Re: How should I query ActivityStreams objects containing both JSON and HTML?

Some have asked "Why are you doing this?"... Well, I'm working on an
"ActivityStreams" variant of WebSub that provides content-based, rather
than just topic-based, subscriptions. (WebSub only supports subscribing to
named feeds -- that's topic based pubsub.)

In the system I'm building, content-based prospective subscriptions would
be composed of arbitrarily complex Boolean queries. Thus, you might
subscribe to:

> $..object.type == 'Note' AND $..object.author == 'alice@example.com' AND
> $..object.content != 'foobar'


Given this query, whenever Alice publishes a Note that does not contain the
word 'foobar,' a notification would be generated. (Actually, an
"ActivityPub" instance could use this internally as a way to express a
user's filtered subscriptions.) Also, note that I'm thinking of using "!="
for "contains" or fuzzy-match and "!==" for exact or strict match.

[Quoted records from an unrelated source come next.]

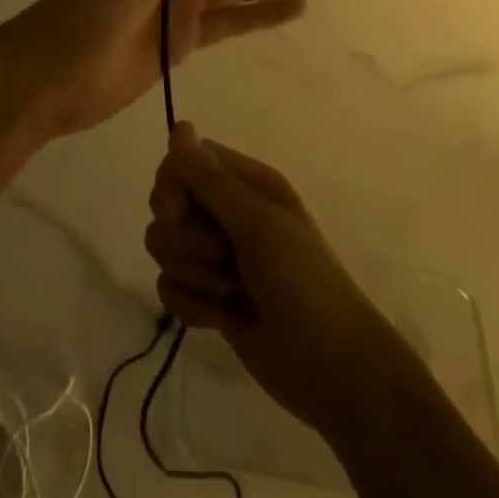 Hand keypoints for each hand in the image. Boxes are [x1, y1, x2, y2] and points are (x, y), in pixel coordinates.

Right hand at [144, 125, 408, 441]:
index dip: (172, 185)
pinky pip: (169, 287)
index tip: (179, 211)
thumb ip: (210, 180)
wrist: (334, 371)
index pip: (185, 161)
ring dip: (192, 274)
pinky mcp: (209, 296)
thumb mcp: (258, 225)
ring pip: (165, 247)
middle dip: (185, 238)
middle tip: (223, 257)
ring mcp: (217, 256)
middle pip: (167, 205)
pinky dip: (190, 305)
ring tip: (231, 292)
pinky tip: (218, 319)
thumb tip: (178, 126)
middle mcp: (229, 213)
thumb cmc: (304, 284)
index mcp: (247, 184)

Of course, the real challenge of such a system is implementing the matching
efficiently. That's something I've done for similar systems in the past.
(Some may remember PubSub.com, or the Prospective Search Infrastructure
(PSI) that I built at Google.) Ideally, a server should be able to support
thousands or millions of these Prospective Queries being processed in real
time as new posts are ingested.

In most cases, the right thing to do will be to simply convert any HTML
elements to text and then allow searching within that text using =, ==, !=,
or !==. However, some applications will include publishing of HTML that is
structured in some useful manner. (i.e. as a table or according to some
standard format. For instance, a weather report in HTML that includes class
or id fields that allow parsing out individual bits of data like
temperature or humidity.). In those cases, it would be useful to be able to
query parts of the included HTML. Thus, the need for an XPath-like function.

bob wyman

On Fri, Mar 31, 2023 at 6:05 PM Bob Wyman <bob@wyman.us> wrote:

> In a Mastodon.social post
> <https://mastodon.social/@bobwyman/110120087223817037>, I asked:
>
> XPath and JSONPath are similar, but different. (See JSONPath spec
> <https://goessner.net/articles/JsonPath/>) This presents a problem for me
> since I'm building a system to query ActivityStreams objects that can
> include HTML wrapped in JSON.
>
> Should I:
>
>    - Use XPath syntax for both JSON and HTML?
>    - Use JSONPath syntax for both JSON and HTML? (If so, is there a
>    reasonable extension to JSONPath to support selecting on HTML attributes?)
>    - Switch between JSONPath and XPath depending on the underlying
>    datatype? (e.g. Embedding XPath in JSONPath.)
>
> If you were writing a query, would you accept needing to know both
> syntaxes?
>
> I would appreciate any advice you might be able to provide. Also, I would
> be interested to hear if anyone else has already been faced with and
> addressed this issue.
>
> bob wyman
>

Received on Saturday, 1 April 2023 00:02:35 UTC